It's no fun sitting around doing nothing all day, so last year I set up a community interest company in the Uk, primarily to raise funds to organise beach cleans in my little corner of Kent. A CIC means you can do stuff exactly as you would with a normal Ltd. company. Directors have limited liability, but all profits have to be distributed to community projects, not to shareholders.
The local authority is much maligned by the local community - not without some justification. But so far, at least, I've found them receptive to community based initiatives to improve the local environment. This "Re-wilding" project being the latest.
There's a patch of land, approx 1/3 of an acre nearby. It belongs to the local council. It's little more than occasionally mown weeds, bits of dog poo and litter that gets shredded by the council grass cutting contractor because the mowing contract doesn't include litter picking.
So we've approached the council and got permission to "adopt" the land as a community supported project to re-wild as a wild flower meadow.
The UK has lost 95 % of its wild flower meadows. They are essential to pollinators and provide habitat for all sorts of little cuddly and not so cuddly animals which is generally regarded as a good thing.
To create a wild flower meadow you need a few things. Time, because nature works at its own pace.

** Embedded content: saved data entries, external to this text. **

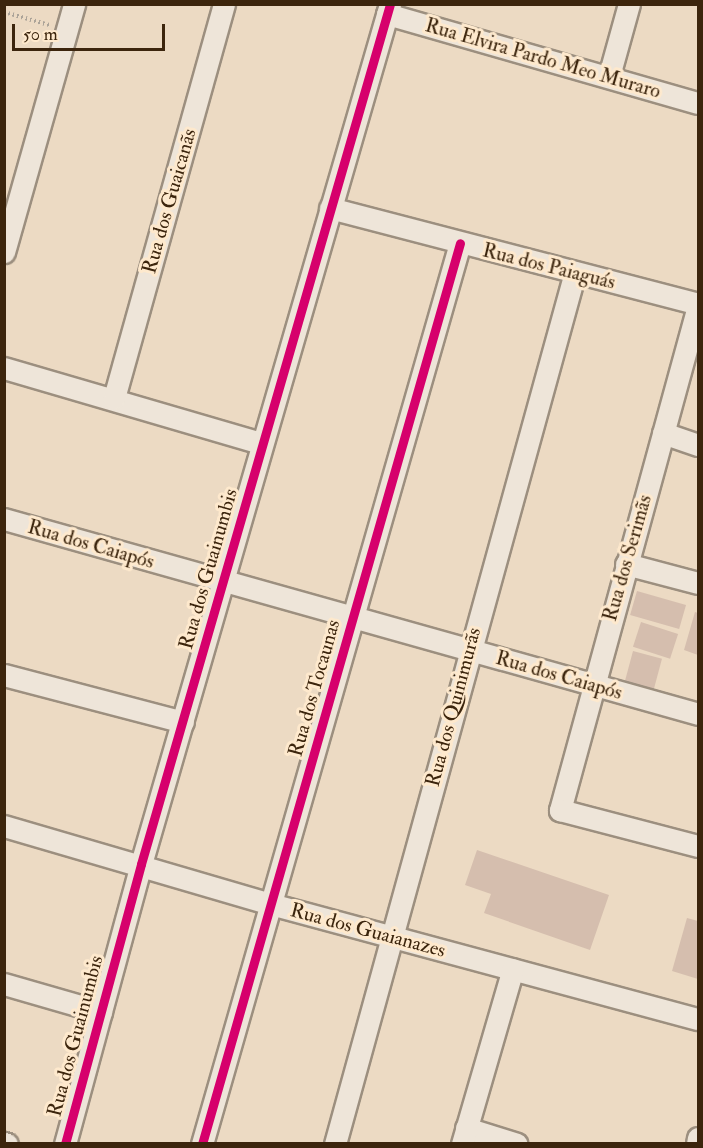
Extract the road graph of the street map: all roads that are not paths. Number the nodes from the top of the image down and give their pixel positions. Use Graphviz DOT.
graph roads {
  1 [pos="74,4"];
  2 [pos="224,4"];
  3 [pos="629,4"];
  4 [pos="388,9"];
  5 [pos="609,76"];
  6 [pos="699,103"];
  7 [pos="330,208"];
  8 [pos="460,243"];
  9 [pos="4,252"];
  10 [pos="575,272"];
  11 [pos="699,305"];
  12 [pos="4,368"];
  13 [pos="114,398"];
  14 [pos="663,433"];
  15 [pos="261,443"];
  16 [pos="699,445"];
  17 [pos="4,519"];
  18 [pos="626,564"];
  19 [pos="225,583"];
  20 [pos="699,584"];
  21 [pos="354,617"];
  22 [pos="468,649"];
  23 [pos="4,675"];
  24 [pos="591,684"];
  25 [pos="699,714"];
  26 [pos="183,722"];
  27 [pos="4,826"];
  28 [pos="699,846"];
  29 [pos="141,864"];
  30 [pos="271,904"];
  31 [pos="390,936"];
  32 [pos="513,969"];
  33 [pos="4,984"];
  34 [pos="101,1012"];
  35 [pos="699,1019"];
  36 [pos="464,1136"];
  37 [pos="699,1138"];
  38 [pos="65,1143"];
  39 [pos="202,1143"];
  40 [pos="335,1143"];
  41 [pos="517,1143"];
  42 [pos="697,1143"];
  1 -- 9 [label="street"];
  2 -- 13 [label="street, Rua dos Guaicanãs"];
  3 -- 5 [label="street"];
  4 -- 5 [label="street, Rua Elvira Pardo Meo Muraro"];
  4 -- 7 [label="street, Rua dos Guainumbis"];
  5 -- 6 [label="street, Rua Elvira Pardo Meo Muraro"];
  7 -- 8 [label="street, Rua dos Paiaguás"];
  7 -- 15 [label="street, Rua dos Guainumbis"];
  8 -- 10 [label="street, Rua dos Paiaguás"];
  8 -- 21 [label="street, Rua dos Tocaunas"];
  10 -- 11 [label="street, Rua dos Paiaguás"];
  10 -- 22 [label="street, Rua dos Quinimurãs"];
  11 -- 14 [label="street, Rua dos Serimãs"];
  12 -- 13 [label="street"];
  13 -- 15 [label="street"];
  14 -- 16 [label="street"];
  14 -- 18 [label="street, Rua dos Serimãs"];
  15 -- 19 [label="street, Rua dos Guainumbis"];
  17 -- 19 [label="street, Rua dos Caiapós"];
  18 -- 20 [label="street"];
  18 -- 24 [label="street, Rua dos Serimãs"];
  19 -- 21 [label="street, Rua dos Caiapós"];
  19 -- 26 [label="street, Rua dos Guainumbis"];
  21 -- 22 [label="street, Rua dos Caiapós"];
  21 -- 30 [label="street, Rua dos Tocaunas"];
  22 -- 24 [label="street, Rua dos Caiapós"];
  22 -- 31 [label="street, Rua dos Quinimurãs"];
  23 -- 26 [label="street"];
  24 -- 25 [label="street, Rua dos Caiapós"];
  24 -- 28 [label="street, Rua dos Serimãs"];
  26 -- 29 [label="street, Rua dos Guainumbis"];
  27 -- 29 [label="street, Rua dos Guaianazes"];
  29 -- 30 [label="street, Rua dos Guaianazes"];
  29 -- 34 [label="street, Rua dos Guainumbis"];
  30 -- 31 [label="street, Rua dos Guaianazes"];
  30 -- 39 [label="street, Rua dos Tocaunas"];
  31 -- 32 [label="street, Rua dos Guaianazes"];
  31 -- 40 [label="street, Rua dos Quinimurãs"];
  32 -- 35 [label="street, Rua dos Guaianazes"];
  32 -- 36 [label="street"];
  33 -- 34 [label="street"];
  34 -- 38 [label="street, Rua dos Guainumbis"];
  36 -- 41 [label="street"];
  37 -- 42 [label="street"];
}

Money, because you need seeds and some of the jobs require machinery and labour - quite a lot of it, in fact.
The process takes a couple of years to get going properly.
Here's the steps:
Year 1:
Mow every 2 weeks and collect all cuttings. It is important to remove the nutrients from the soil, leaving the clippings simply returns fertility.
By autumn by a final mow and collect. Then scarify the land. This removes all the moss and matted grasses. A bit like combing your hair, if you can remember that far back.
Forage and collect wild flower seeds from other local sites. Buy the remainder
We then have to cut patches of turf out and till the oil below ready for the autumn sowing of Yellow Rattle. This plant is supposed to be the enemy of grass and makes it easier for other wild flowers (good) to out compete the grasses (bad).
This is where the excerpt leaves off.